Promotion, Presentation Video, and Wiki

Why hand-drawn visuals?

The videos feature hand-drawn animation to make complex scientific concepts accessible and engaging. Each team member focused on a specific subteam, ensuring clarity and accurate representation of the interdisciplinary work. The Promotion Video highlights MystiPhage’s generative AI and hardware innovations, while the Presentation Video showcases stakeholder feedback cycles, including Dr. Steffanie Strathdee’s story, illustrating the global impact of antimicrobial resistance and phage therapy. Sections of the Promotion Video were also used in Entrepreneurship pitches and Human Practices outreach.

Why are we as an AI team not using AI visuals?

We sought hand-drawn animation in a time of AI-generated visuals to let more of our members’ voices seep into our work. Although it could be more cost-effective, our members desired to train in the skill of drawing. Mystiphage uses AI to create a solution; Outreach doesn’t draw with AI, as hand-drawn art is an already existing solution.

Social Media

Social media content, primarily delivered through Instagram, was tailored to broader audiences, emphasizing accessible science communication and timely engagement around the Jamboree, moving away from highly technical posts to reach those unfamiliar with laboratory practices.

Team Social

Team socials bring iGEM Toronto to life outside the lab. They give members a chance to relax, get to know one another, and strengthen connections across divisions. These gatherings help build trust and make collaboration easier, turning a large, multidisciplinary team into a more connected community — one that communicates better and works together more smoothly throughout the season.

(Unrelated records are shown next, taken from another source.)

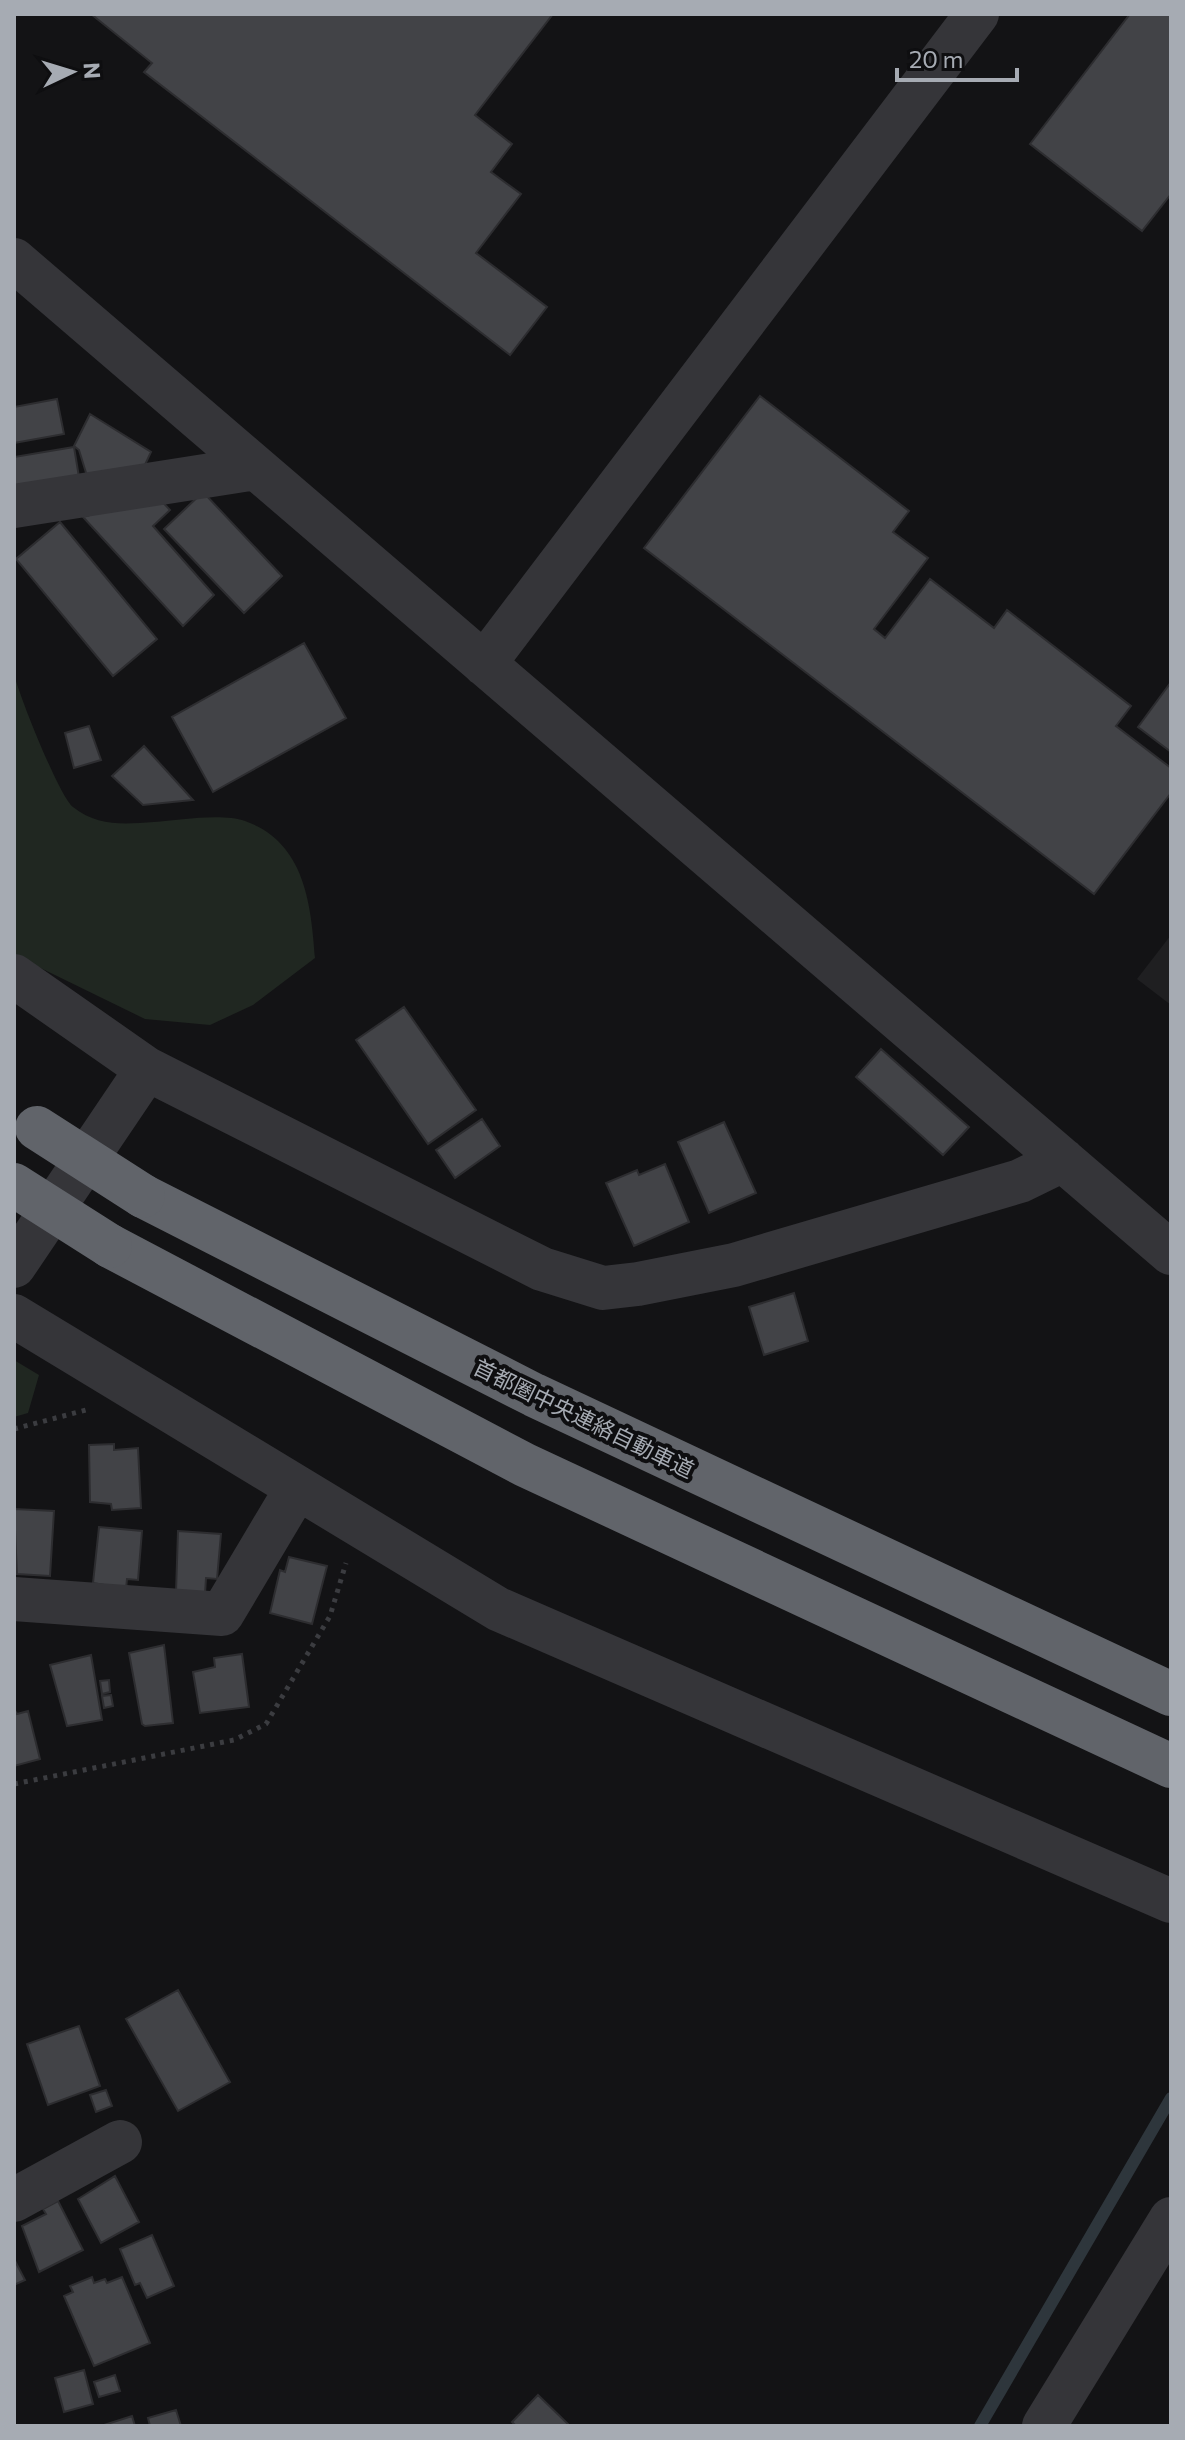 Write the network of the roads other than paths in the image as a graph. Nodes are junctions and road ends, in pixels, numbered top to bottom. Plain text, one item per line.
1 (977, 14) edge
2 (14, 260) edge
3 (256, 468) junction
4 (14, 506) edge
5 (484, 664) junction
6 (14, 976) edge
7 (147, 1069) junction
8 (26, 1120) edge
9 (1063, 1160) junction
10 (14, 1185) edge
11 (1171, 1253) edge
12 (14, 1266) edge
13 (14, 1316) edge
14 (297, 1488) junction
15 (14, 1599) edge
16 (1171, 1694) edge
17 (1171, 1766) edge
18 (1171, 1901) edge
19 (120, 2142) dead end
20 (14, 2200) edge
21 (1171, 2219) edge
22 (1044, 2426) edge

1 - 5 street
2 - 3 street
3 - 4 street
3 - 5 street
5 - 9 street
6 - 7 street
7 - 9 street
7 - 12 street
8 - 16 highway, 首都圏中央連絡自動車道, bridge
9 - 11 street
10 - 17 highway, bridge
13 - 14 street
14 - 15 street
14 - 18 street
19 - 20 street
21 - 22 street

Interdisciplinary Collaborations

Early in our project cycle, our team had the opportunity to collaborate with other biomedical design teams at the University of Toronto. We helped host a neuroengineering hackathon, “NeuroHack 2025” with the Club for Undergraduate Biomedical Engineering (CUBE), where we brought together industry partners to assist in the judging process. In collaboration with Neurotech University of Toronto, to spearheaded a prosthetic arm workshop where we brought forward our hardware expertise. In collaboration with the Molecular Genetics Student Union, we judged their therapeutic commercialization hackathon. We brought forward members from our team, who were not all from entrepreneurship, who have extensive biotech startup expertise, to explain the core fundamentals of entrepreneurship in the biotechnology industry.